Park Jong Seob, Huh Jung Wook, Park Yoon Ah, Cho Yong Beom, Yun Seong Hyeon, Kim Hee Cheol, Lee Woo Yong, Chun Ho-Kyung
1Department of Surgery, Samsung Medical Center, Sungkyunkwan University School of Medicine, Seoul, Korea 2Department of Surgery, Kangbuk Samsung Hospital, Sungkyunkwan University School of Medicine, Seoul, Korea.
Dis Colon Rectum. 2014 Aug;57(8):933-40. doi: 10.1097/DCR.0000000000000171.
There is ongoing debate about the appropriate criterion for defining a positive circumferential resection margin after radical surgery for rectal cancer.
The purpose of this work was to determine the importance of the extent of the circumferential resection margin with regard to outcomes in patients with rectal cancer who underwent total mesorectal excision with and without neoadjuvant chemoradiotherapy.
This was a retrospective review of prospectively collected data.
The study was conducted in a tertiary care hospital.
We reviewed the medical charts of 780 patients with rectal cancer who underwent radical surgery from 2004 to 2009. There were 599 patients (76.8%) who did not receive neoadjuvant chemoradiotherapy and 181 patients (23.2%) who did.

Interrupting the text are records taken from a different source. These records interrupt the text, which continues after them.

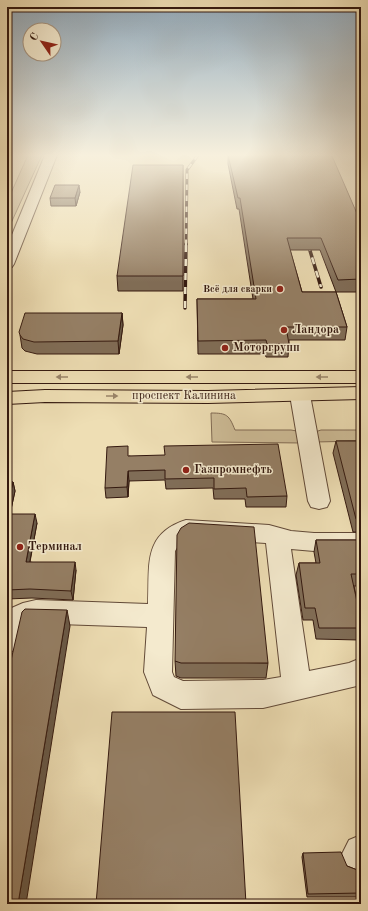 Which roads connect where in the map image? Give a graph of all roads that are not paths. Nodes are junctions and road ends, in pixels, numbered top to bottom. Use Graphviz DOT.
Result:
graph roads {
  1 [pos="34,198"];
  2 [pos="7,264"];
  3 [pos="361,377"];
  4 [pos="7,378"];
  5 [pos="361,393"];
  6 [pos="300,396"];
  7 [pos="7,398"];
  8 [pos="319,501"];
  9 [pos="277,536"];
  10 [pos="361,542"];
  11 [pos="160,616"];
  12 [pos="7,641"];
  13 [pos="361,671"];
  14 [pos="297,687"];
  1 -- 2 [label="street"];
  3 -- 4 [label="main road, проспект Калинина, one-way"];
  5 -- 6 [label="main road, проспект Калинина"];
  7 -- 6 [label="main road, проспект Калинина, one-way"];
  6 -- 8 [label="street"];
  9 -- 10 [label="street"];
  9 -- 11 [label="street"];
  9 -- 14 [label="street"];
  11 -- 12 [label="street"];
  11 -- 14 [label="street"];
  13 -- 14 [label="street"];
}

The relationship between the extent of the circumferential resection margin (0.5, 1.0, 2.0, and 3.0 mm) and recurrence and survival was assessed.
Among circumferential resection margins ≤0.5, ≤1.0, ≤2.0, and ≤3.0 mm, the HR was highest and disease-free survival was longest for a circumferential resection margin ≤1 mm in both the chemoradiotherapy and nonchemoradiotherapy groups. A circumferential resection margin ≤1 mm, lymphatic invasion, histology, pathologic T category, pathologic N category, preoperative CEA, and adjuvant chemotherapy were independent predictors of disease-free survival in the nonchemoradiotherapy group. In the chemoradiotherapy group, a circumferential resection margin ≤1 mm and histology were independent predictors of disease-free survival. Multivariate analysis revealed that a circumferential resection margin ≤1 mm was an independent prognostic factor for overall survival in both of the 2 groups.

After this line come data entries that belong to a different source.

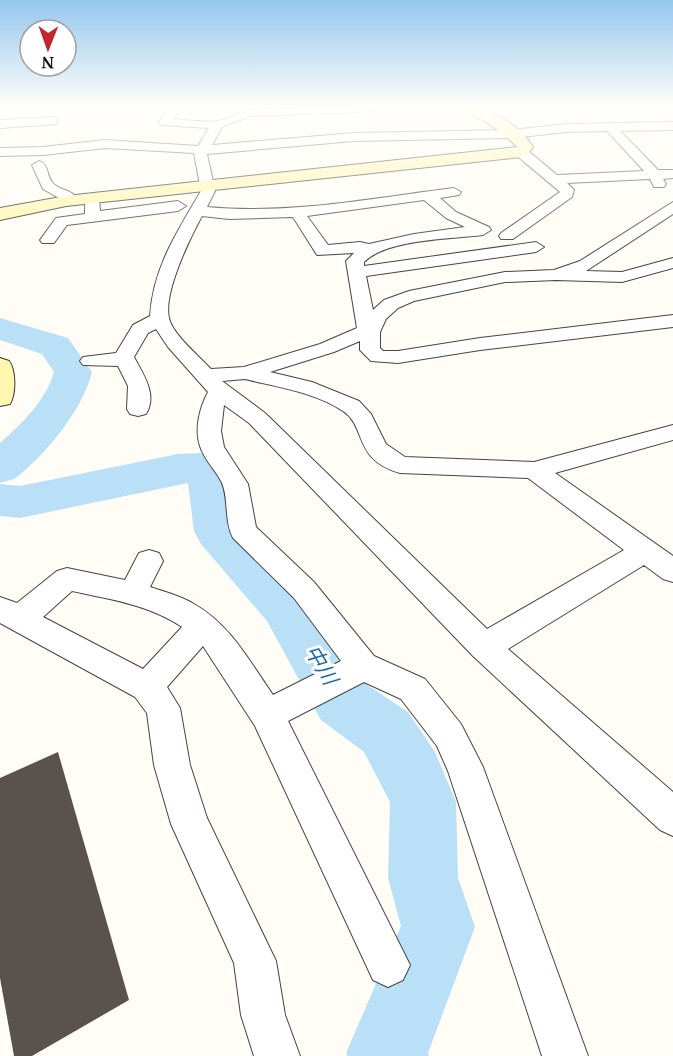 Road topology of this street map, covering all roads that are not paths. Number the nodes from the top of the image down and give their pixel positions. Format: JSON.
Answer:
{"nodes":[{"id":1,"x":201,"y":156,"type":"edge"},
{"id":2,"x":480,"y":156,"type":"edge"},
{"id":3,"x":526,"y":156,"type":"edge"},
{"id":4,"x":637,"y":156,"type":"edge"},
{"id":5,"x":39,"y":165,"type":"dead end"},
{"id":6,"x":654,"y":174,"type":"junction"},
{"id":7,"x":673,"y":174,"type":"edge"},
{"id":8,"x":553,"y":179,"type":"junction"},
{"id":9,"x":208,"y":185,"type":"junction"},
{"id":10,"x":454,"y":192,"type":"dead end"},
{"id":11,"x":427,"y":195,"type":"junction"},
{"id":12,"x":92,"y":198,"type":"junction"},
{"id":13,"x":66,"y":201,"type":"junction"},
{"id":14,"x":178,"y":206,"type":"dead end"},
{"id":15,"x":672,"y":207,"type":"edge"},
{"id":16,"x":197,"y":211,"type":"junction"},
{"id":17,"x":297,"y":212,"type":"junction"},
{"id":18,"x":0,"y":214,"type":"edge"},
{"id":19,"x":93,"y":216,"type":"junction"},
{"id":20,"x":483,"y":230,"type":"junction"},
{"id":21,"x":507,"y":236,"type":"junction"},
{"id":22,"x":48,"y":240,"type":"dead end"},
{"id":23,"x":367,"y":249,"type":"junction"},
{"id":24,"x":551,"y":259,"type":"junction"},
{"id":25,"x":673,"y":263,"type":"edge"},
{"id":26,"x":357,"y":272,"type":"junction"},
{"id":27,"x":159,"y":319,"type":"junction"},
{"id":28,"x":668,"y":327,"type":"edge"},
{"id":29,"x":369,"y":332,"type":"junction"},
{"id":30,"x":124,"y":357,"type":"junction"},
{"id":31,"x":90,"y":361,"type":"dead end"},
{"id":32,"x":0,"y":366,"type":"edge"},
{"id":33,"x":223,"y":380,"type":"junction"},
{"id":34,"x":0,"y":398,"type":"edge"},
{"id":35,"x":138,"y":410,"type":"dead end"},
{"id":36,"x":673,"y":432,"type":"edge"},
{"id":37,"x":534,"y":470,"type":"junction"},
{"id":38,"x":644,"y":550,"type":"junction"},
{"id":39,"x":148,"y":561,"type":"dead end"},
{"id":40,"x":673,"y":571,"type":"edge"},
{"id":41,"x":133,"y":593,"type":"junction"},
{"id":42,"x":9,"y":614,"type":"edge"},
{"id":43,"x":203,"y":625,"type":"junction"},
{"id":44,"x":484,"y":647,"type":"junction"},
{"id":45,"x":363,"y":666,"type":"junction"},
{"id":46,"x":147,"y":687,"type":"junction"},
{"id":47,"x":267,"y":715,"type":"junction"},
{"id":48,"x":673,"y":817,"type":"edge"},
{"id":49,"x":388,"y":966,"type":"dead end"},
{"id":50,"x":277,"y":1056,"type":"edge"},
{"id":51,"x":565,"y":1056,"type":"edge"}],
"edges":[{"from":1,"to":9,"type":"street"},
{"from":2,"to":9,"type":"street"},
{"from":3,"to":8,"type":"street"},
{"from":4,"to":6,"type":"street"},
{"from":5,"to":13,"type":"street"},
{"from":6,"to":7,"type":"street"},
{"from":6,"to":8,"type":"street"},
{"from":6,"to":15,"type":"street"},
{"from":8,"to":21,"type":"street"},
{"from":9,"to":12,"type":"street"},
{"from":9,"to":16,"type":"street"},
{"from":10,"to":11,"type":"street"},
{"from":11,"to":17,"type":"street"},
{"from":11,"to":20,"type":"street"},
{"from":12,"to":13,"type":"street"},
{"from":12,"to":19,"type":"street"},
{"from":13,"to":18,"type":"street"},
{"from":14,"to":19,"type":"street"},
{"from":15,"to":24,"type":"street"},
{"from":16,"to":17,"type":"street"},
{"from":16,"to":27,"type":"street"},
{"from":17,"to":23,"type":"street"},
{"from":19,"to":22,"type":"street"},
{"from":20,"to":21,"type":"street"},
{"from":20,"to":23,"type":"street"},
{"from":21,"to":24,"type":"street"},
{"from":23,"to":26,"type":"street"},
{"from":24,"to":25,"type":"street"},
{"from":24,"to":26,"type":"street"},
{"from":24,"to":29,"type":"street"},
{"from":26,"to":29,"type":"street"},
{"from":27,"to":30,"type":"street"},
{"from":27,"to":33,"type":"street"},
{"from":28,"to":29,"type":"street"},
{"from":29,"to":33,"type":"street"},
{"from":30,"to":31,"type":"street"},
{"from":30,"to":35,"type":"street"},
{"from":32,"to":34,"type":"street"},
{"from":33,"to":37,"type":"street"},
{"from":33,"to":44,"type":"street"},
{"from":33,"to":45,"type":"street"},
{"from":36,"to":37,"type":"street"},
{"from":37,"to":38,"type":"street"},
{"from":38,"to":40,"type":"street"},
{"from":38,"to":44,"type":"street"},
{"from":39,"to":41,"type":"street"},
{"from":41,"to":42,"type":"street"},
{"from":41,"to":43,"type":"street"},
{"from":42,"to":46,"type":"street"},
{"from":43,"to":46,"type":"street"},
{"from":43,"to":47,"type":"street"},
{"from":44,"to":48,"type":"street"},
{"from":45,"to":47,"type":"street"},
{"from":45,"to":51,"type":"street"},
{"from":46,"to":50,"type":"street"},
{"from":47,"to":49,"type":"street"}]}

This was a single-institution, retrospective study.
A circumferential resection margin of ≤1 mm had a strong association with disease-free survival compared with circumferential resection margins ≤0.5, ≤2.0, and ≤3 mm. A circumferential resection margin ≤1 mm was an independent predictor of a poor outcome in both the nonchemoradiotherapy and chemoradiotherapy groups.
对于直肠癌根治术后切缘阳性的合适定义标准,目前仍存在争议。
本研究旨在确定环周切缘范围对于接受全直肠系膜切除术且接受或未接受新辅助放化疗的直肠癌患者预后的重要性。
这是一项对前瞻性收集数据的回顾性研究。
该研究在一家三级医疗中心进行。
我们回顾了2004年至2009年间接受根治性手术的780例直肠癌患者的病历。其中599例(76.8%)未接受新辅助放化疗,181例(23.2%)接受了新辅助放化疗。
评估环周切缘范围(0.5、1.0、2.0和3.0毫米)与复发及生存之间的关系。
在环周切缘≤0.5毫米、≤1.0毫米、≤2.0毫米和≤3.0毫米的患者中,放化疗组和非放化疗组中环周切缘≤1毫米时风险比最高且无病生存期最长。在非放化疗组中,环周切缘≤1毫米、淋巴管侵犯、组织学类型、病理T分期、病理N分期、术前癌胚抗原和辅助化疗是无病生存的独立预测因素。在放化疗组中,环周切缘≤1毫米和组织学类型是无病生存的独立预测因素。多因素分析显示,环周切缘≤1毫米是两组总生存的独立预后因素。
这是一项单中心回顾性研究。
与环周切缘≤0.5毫米、≤2.0毫米和≤3毫米相比,环周切缘≤1毫米与无病生存密切相关。在非放化疗组和放化疗组中,环周切缘≤1毫米都是预后不良的独立预测因素。